I Tir stranieri fuorilegge invadono le strade italiane: la denuncia di Confartigianato Trasporti

La cronaca degli ultimi mesi testimonia cosa succede sulle nostre autostrade. Il 23 settembre, a Rondissone, in Piemonte, l’autista slovacco di un Tir travolge un’auto, uccidendo il conducente e sua moglie. Due mesi prima, il 27 luglio, sulla Cisa, tra la Spezia e Parma, l’autista romeno di un camion da 18 metri fa inversione a U sull’autostrada, ed è un miracolo se nessuno c’ha rimesso la vita.

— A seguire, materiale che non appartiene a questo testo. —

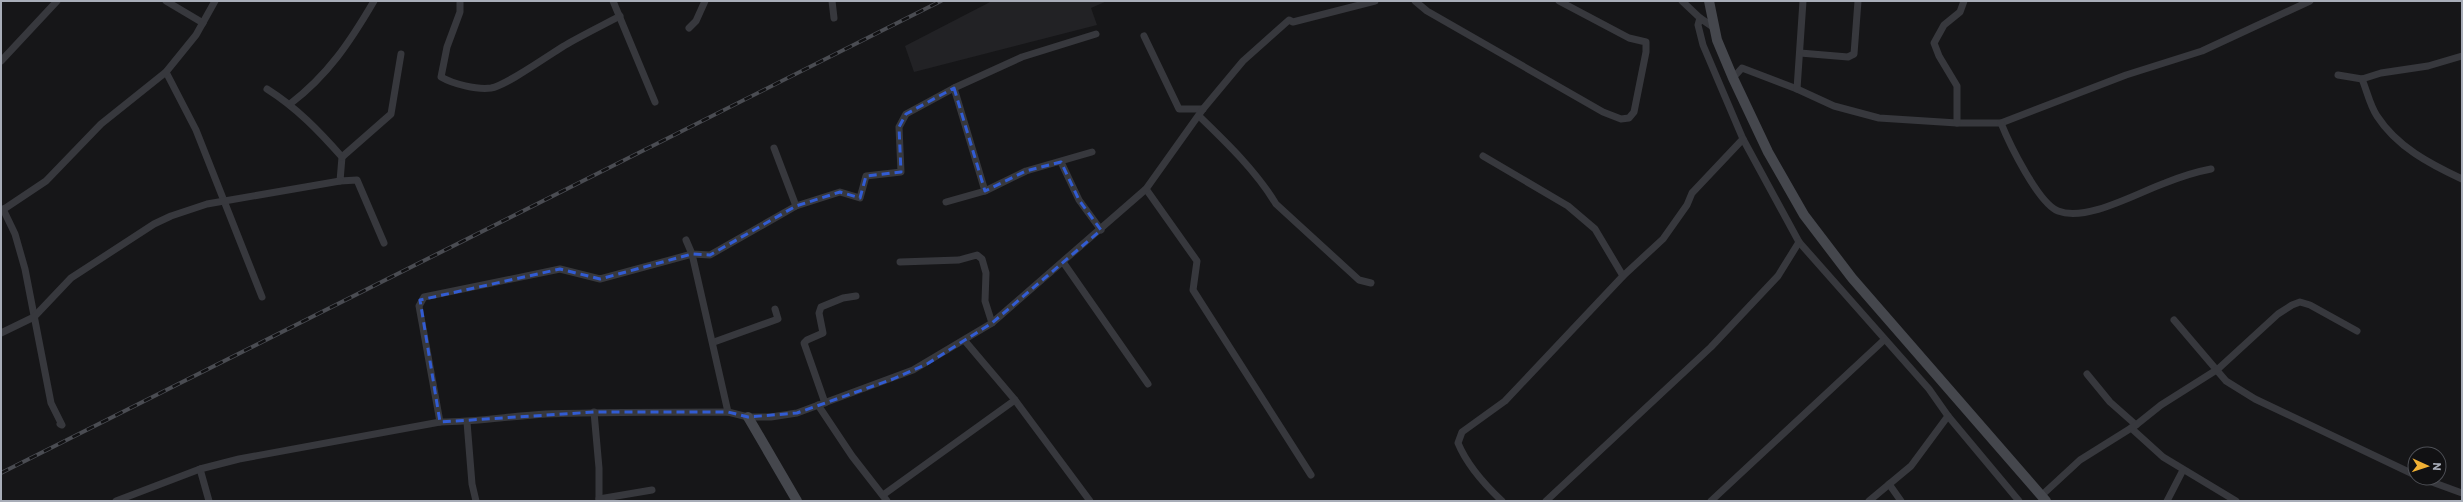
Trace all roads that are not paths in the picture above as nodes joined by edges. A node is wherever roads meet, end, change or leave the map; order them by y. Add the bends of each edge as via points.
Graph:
1 (58, 1) edge
2 (166, 1) edge
3 (215, 1) edge
4 (374, 1) edge
5 (460, 1) edge
6 (613, 1) edge
7 (705, 1) edge
8 (832, 1) edge
9 (1375, 1) edge
10 (1415, 1) edge
11 (1559, 1) edge
12 (1682, 1) edge
13 (1709, 1) edge
14 (1803, 1) edge
15 (1858, 1) edge
16 (1964, 1) edge
17 (2310, 1) edge
18 (620, 16) junction
19 (834, 18) dead end
20 (1700, 18) junction
21 (203, 23) junction
22 (1714, 26) junction
23 (689, 28) dead end
24 (1096, 34) dead end
25 (1144, 36) dead end
26 (1800, 53) junction
27 (401, 54) dead end
28 (2462, 56) edge
29 (1, 61) edge
30 (166, 72) junction
31 (2338, 75) dead end
32 (1733, 78) junction
33 (2362, 79) junction
34 (954, 88) junction
35 (267, 89) dead end
36 (1798, 89) junction
37 (655, 102) dead end
38 (290, 104) junction
39 (1203, 109) junction
40 (1199, 116) junction
41 (1957, 123) junction
42 (2001, 123) junction
43 (1743, 139) junction
44 (774, 148) dead end
45 (1092, 152) dead end
46 (1483, 156) dead end
47 (342, 157) junction
48 (1062, 162) junction
49 (2211, 169) dead end
50 (2462, 179) edge
51 (340, 181) junction
52 (1146, 189) junction
53 (985, 191) junction
54 (223, 201) junction
55 (946, 202) dead end
56 (796, 206) junction
57 (2, 210) edge
58 (1101, 230) junction
59 (686, 240) dead end
60 (1799, 242) junction
61 (384, 243) dead end
62 (692, 254) junction
63 (900, 262) dead end
64 (1063, 262) junction
65 (1624, 276) junction
66 (1371, 283) dead end
67 (856, 296) dead end
68 (262, 297) dead end
69 (775, 310) dead end
70 (34, 317) junction
71 (2174, 320) dead end
72 (992, 323) junction
73 (2357, 331) dead end
74 (1, 333) edge
75 (1884, 340) junction
76 (965, 341) junction
77 (714, 342) junction
78 (2218, 369) junction
79 (2088, 374) dead end
80 (1148, 384) dead end
81 (1015, 400) junction
82 (821, 404) junction
83 (594, 412) junction
84 (728, 412) junction
85 (1948, 416) junction
86 (748, 417) junction
87 (440, 422) junction
88 (467, 422) junction
89 (60, 424) dead end
90 (2134, 427) junction
91 (200, 469) junction
92 (2183, 470) junction
93 (2407, 471) edge
94 (1311, 475) dead end
95 (1889, 484) junction
96 (2443, 486) edge
97 (652, 490) dead end
98 (2462, 493) edge
99 (885, 498) edge
100 (2044, 499) edge
101 (599, 500) edge
102 (116, 501) edge
103 (209, 501) edge
104 (476, 501) edge
105 (797, 501) edge
106 (1090, 501) edge
107 (1502, 501) edge
108 (1546, 501) edge
109 (1711, 501) edge
110 (1869, 501) edge
111 (1901, 501) edge
112 (2020, 501) edge
113 (2167, 501) edge
114 (2236, 501) edge

1 - 29 street
2 - 21 street
3 - 21 street
4 - 38 street via 344,51
5 - 18 street via 460,12 447,47 441,77 483,88 492,88 506,81
6 - 18 street
7 - 23 street via 696,21
8 - 19 street
9 - 39 street via 1293,22 1289,20 1243,61
10 - 11 street via 1427,11 1590,105 1621,119 1629,118 1634,112 1646,42 1629,38
12 - 20 street
13 - 22 main road
14 - 26 street
15 - 26 street via 1854,54 1848,57
16 - 41 street via 1960,12 1944,25 1934,43 1957,86
17 - 42 street via 2202,51 2126,75
18 - 37 street
20 - 22 street
20 - 43 street via 1698,25 1703,45
21 - 30 street via 185,51
22 - 32 main road
24 - 34 street via 1022,57
25 - 39 street via 1179,109
26 - 36 street
27 - 47 street via 394,107 390,114
28 - 33 street via 2428,66 2381,73
30 - 54 street via 196,130
30 - 57 street via 101,124 46,181
31 - 33 street
32 - 36 street via 1742,68
32 - 100 main road via 1768,152 1804,215 1825,244
33 - 50 street via 2376,115 2391,134 2427,163
34 - 53 street
34 - 56 street via 906,114 899,126 901,172 866,176 860,198 840,192
35 - 38 street
36 - 41 street via 1834,106 1879,118
38 - 47 street
39 - 40 street
40 - 52 street
40 - 66 street via 1268,191 1276,204 1359,280
41 - 42 street
42 - 49 street via 2011,146 2041,195 2056,210 2068,214 2117,202 2164,183
43 - 60 street
43 - 65 street via 1692,193 1687,205 1663,240
44 - 56 street
45 - 48 street
46 - 65 street via 1568,206 1595,229
47 - 51 street
48 - 53 street via 1026,171
48 - 58 street via 1080,200
51 - 54 street
51 - 61 street via 357,180
52 - 58 street
52 - 94 street via 1197,261 1193,290
53 - 55 street
54 - 68 street
54 - 70 street via 154,224 71,278
56 - 62 street via 710,255
57 - 70 street via 20,249
58 - 64 street
59 - 62 street
60 - 75 street
60 - 108 street via 1778,276 1711,348
62 - 77 street
62 - 87 street via 600,279 560,269 424,297 418,306
63 - 72 street via 959,260 977,256 982,259 986,273 985,301
64 - 72 street
64 - 80 street
65 - 107 street via 1505,401 1462,432 1458,443 1462,454 1489,489
67 - 82 street via 821,307 819,313 823,333 804,343
69 - 77 street via 778,319
70 - 74 street
70 - 89 street via 51,403 62,425
71 - 78 street
72 - 76 street
73 - 78 street via 2300,302 2278,314
75 - 85 street via 1929,389
75 - 109 street
76 - 81 street
76 - 82 street via 913,370
77 - 84 street
78 - 90 street via 2161,405
78 - 93 street via 2226,381 2255,399
79 - 90 street
81 - 99 street
81 - 106 street
82 - 86 street via 785,415
82 - 99 street via 852,456
83 - 84 street
83 - 88 street via 512,416
83 - 101 street
84 - 86 street
85 - 95 street via 1911,466
85 - 112 street
86 - 105 main road
87 - 88 street
87 - 91 street via 284,450
88 - 104 street via 472,484
90 - 92 street via 2163,457
90 - 100 street via 2080,460
91 - 102 street
91 - 103 street
92 - 113 street
92 - 114 street
95 - 110 street
95 - 111 street
96 - 98 street
97 - 101 street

Sono soltanto gli episodi più recenti di un fenomeno sempre più grave e diffuso e che riguarda la presenza sulle strade italiane di camionisti stranieri, provenienti  soprattutto dai Paesi dell’Est Europa. Si tratta di autisti spesso improvvisati, reclutati da agenzie senza scrupoli, che lavorano a prezzi stracciati, molto meno della metà di quanto percepisce un camionista italiano. Non rispettano i tempi di guida e di riposo, aggirano le regole del cabotaggio, ignorano le più elementari norme del codice stradale e se ne infischiano delle leggi che in Italia disciplinano il trasporto merci.

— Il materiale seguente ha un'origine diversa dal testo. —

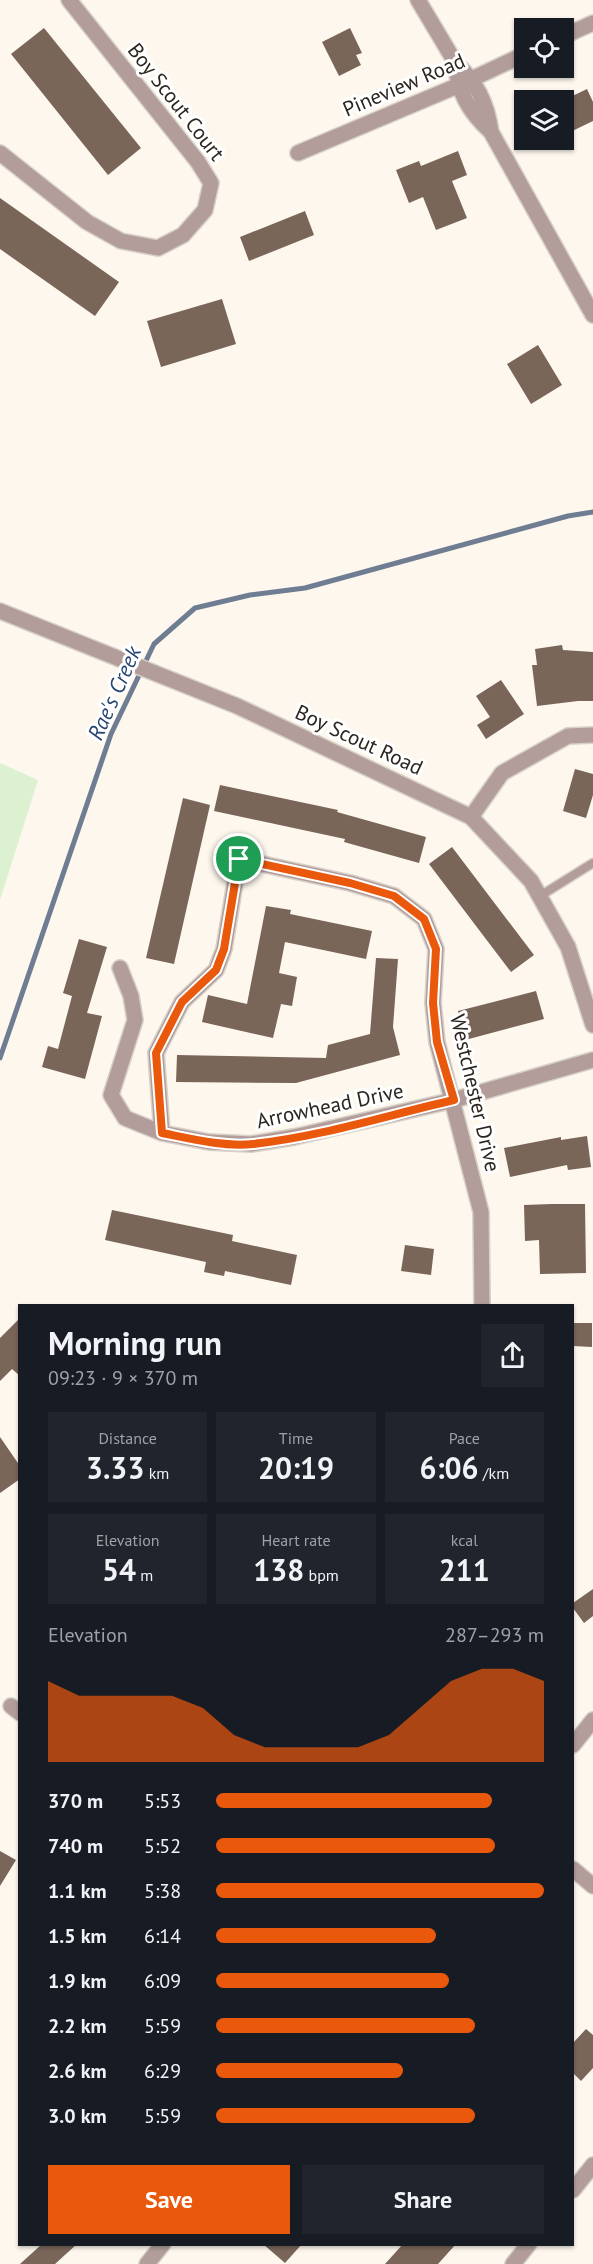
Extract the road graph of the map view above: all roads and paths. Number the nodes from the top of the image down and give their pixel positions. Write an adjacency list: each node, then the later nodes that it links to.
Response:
1 (69, 0): 10 (street, Boy Scout Court)
2 (418, 0): 6 (street)
3 (593, 23): 4 (street)
4 (574, 32)
5 (514, 59): 7 (street, Pineview Road)
6 (455, 62): 7 (street); 8 (street)
7 (473, 79): 8 (street, Pineview Road); 9 (street)
8 (457, 86): 9 (street); 11 (street, Pineview Road)
9 (491, 132): 12 (street)
10 (0, 153)
11 (298, 153)
12 (593, 315)
13 (0, 611): 15 (street, Boy Scout Road)
14 (593, 735): 15 (street)
15 (471, 817): 17 (street, Boy Scout Road)
16 (593, 864): 17 (lane)
17 (540, 896): 19 (street, Boy Scout Road)
18 (120, 968): 22 (street, Arrowhead Drive)
19 (593, 1025)
20 (593, 1060): 21 (street, Arrowhead Drive)
21 (454, 1100): 22 (street, Arrowhead Drive); 22 (street, Westchester Drive); 23 (street, Westchester Drive)
22 (162, 1133)
23 (482, 1304)
24 (593, 1720): 25 (street)
25 (574, 1744)
26 (574, 1870): 27 (street)
27 (593, 1886)
28 (593, 2165): 29 (street)
29 (574, 2189)
30 (161, 2246): 32 (street)
31 (527, 2246): 33 (street)
32 (147, 2264)
33 (513, 2264)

Insomma, un sistema di illegalità, una forma di concorrenza sleale che è pericolosa per tutti, per gli autotrasportatori regolari e per i cittadini, e che Confartigianato Trasporti ha denunciato con forza. Tanto che la Rai ha dedicato ampi servizi all’allarme lanciato da Confartigianato e ha dato voce alle preoccupazioni espresse dal Presidente Amedeo Genedani: “Stiamo chiedendo controlli mirati sui vettori esteri, ma purtroppo in Italia i controlli si fanno per il 20% sui camion esteri e per l’80% su quelli italiani. I veicoli esteri non vengono fermati con la scusa che gli autisti non parlano la nostra lingua. Ma, ad esempio, in Francia questo non avviene e quando ti ferma la polizia si parlano tutte le lingue. Tutti gli Stati europei sono in agitazione perché il problema è diffuso ovunque anche se l’Italia rappresenta la punta dell’iceberg. Tuttavia negli altri Stati hanno cercato di combattere questo problema, ad esempio in Francia con la legge Macron e in Germania con il salario minimo”.

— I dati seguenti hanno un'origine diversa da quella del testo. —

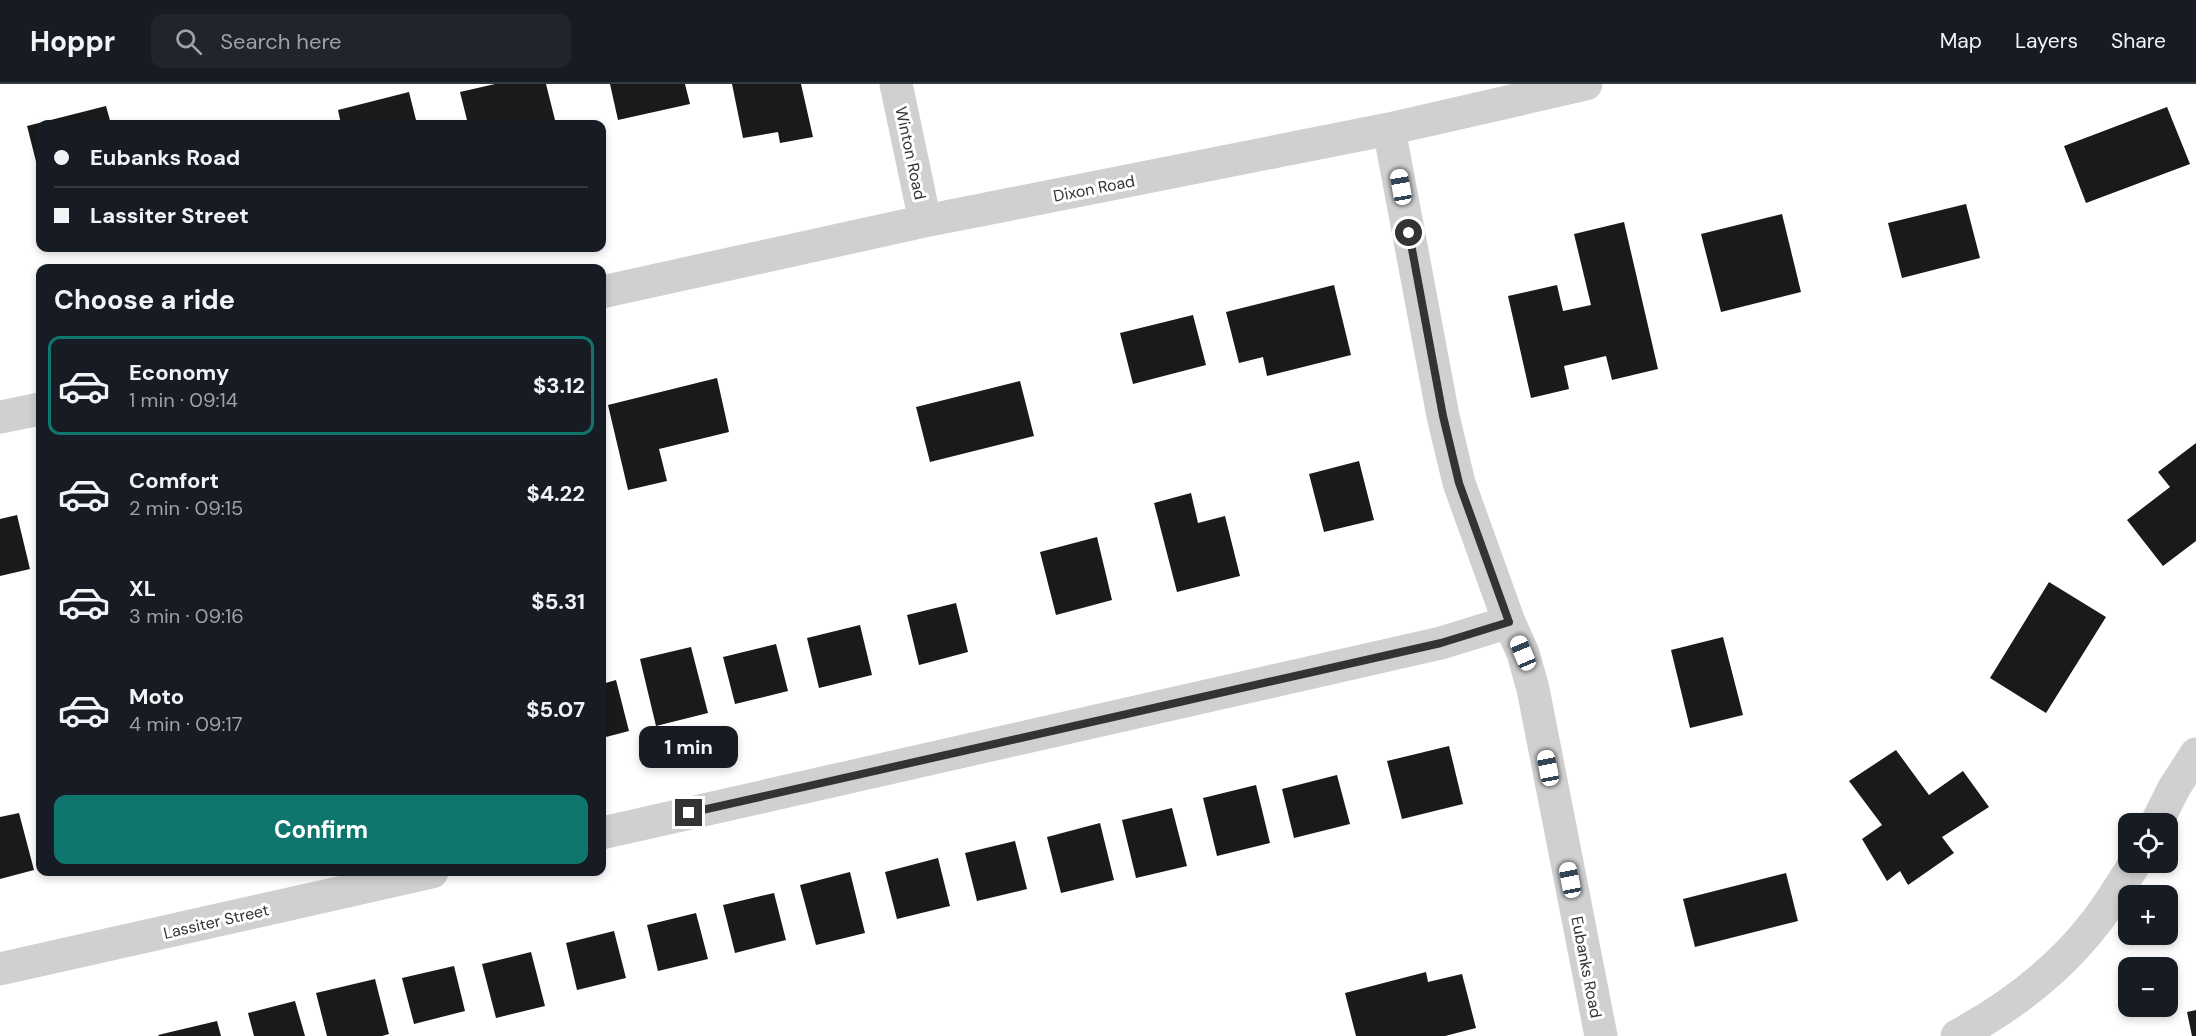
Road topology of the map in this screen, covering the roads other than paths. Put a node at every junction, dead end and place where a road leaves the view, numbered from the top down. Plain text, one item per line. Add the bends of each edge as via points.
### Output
1 (896, 84) edge
2 (1586, 84) edge
3 (1389, 129) junction
4 (925, 222) junction
5 (606, 291) edge
6 (36, 410) edge
7 (0, 417) edge
8 (1509, 622) junction
9 (2196, 754) edge
10 (2162, 813) edge
11 (606, 832) edge
12 (2129, 873) edge
13 (414, 876) edge
14 (0, 969) edge
15 (1971, 1033) edge
16 (1601, 1036) edge

1 - 4 street, Winton Road
2 - 3 street, Dixon Road
3 - 4 street, Dixon Road
3 - 8 street, Eubanks Road via 1459,483
4 - 5 street, Dixon Road
6 - 7 street
8 - 11 street via 1441,643
8 - 16 street, Eubanks Road via 1533,688
9 - 10 street
12 - 15 street via 2094,924 2056,966
13 - 14 street, Lassiter Street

Tra regole che ci sono ma non vengono attuate e norme bloccate dall’Europa, a rimetterci sono i nostri autotrasportatori. “Trasportare le merci a minor costo, e questi trasportatori costano meno – aggiunge il Presidente Genedani – è un obiettivo di chi fa trasportare le merci. I problemi sono ancora più accentuati nelle nostre regioni di confine, ad esempio il Friuli Venezia Giulia, dove abbiamo una moria dei nostri vettori a causa di questi fenomeni di concorrenza sleale”.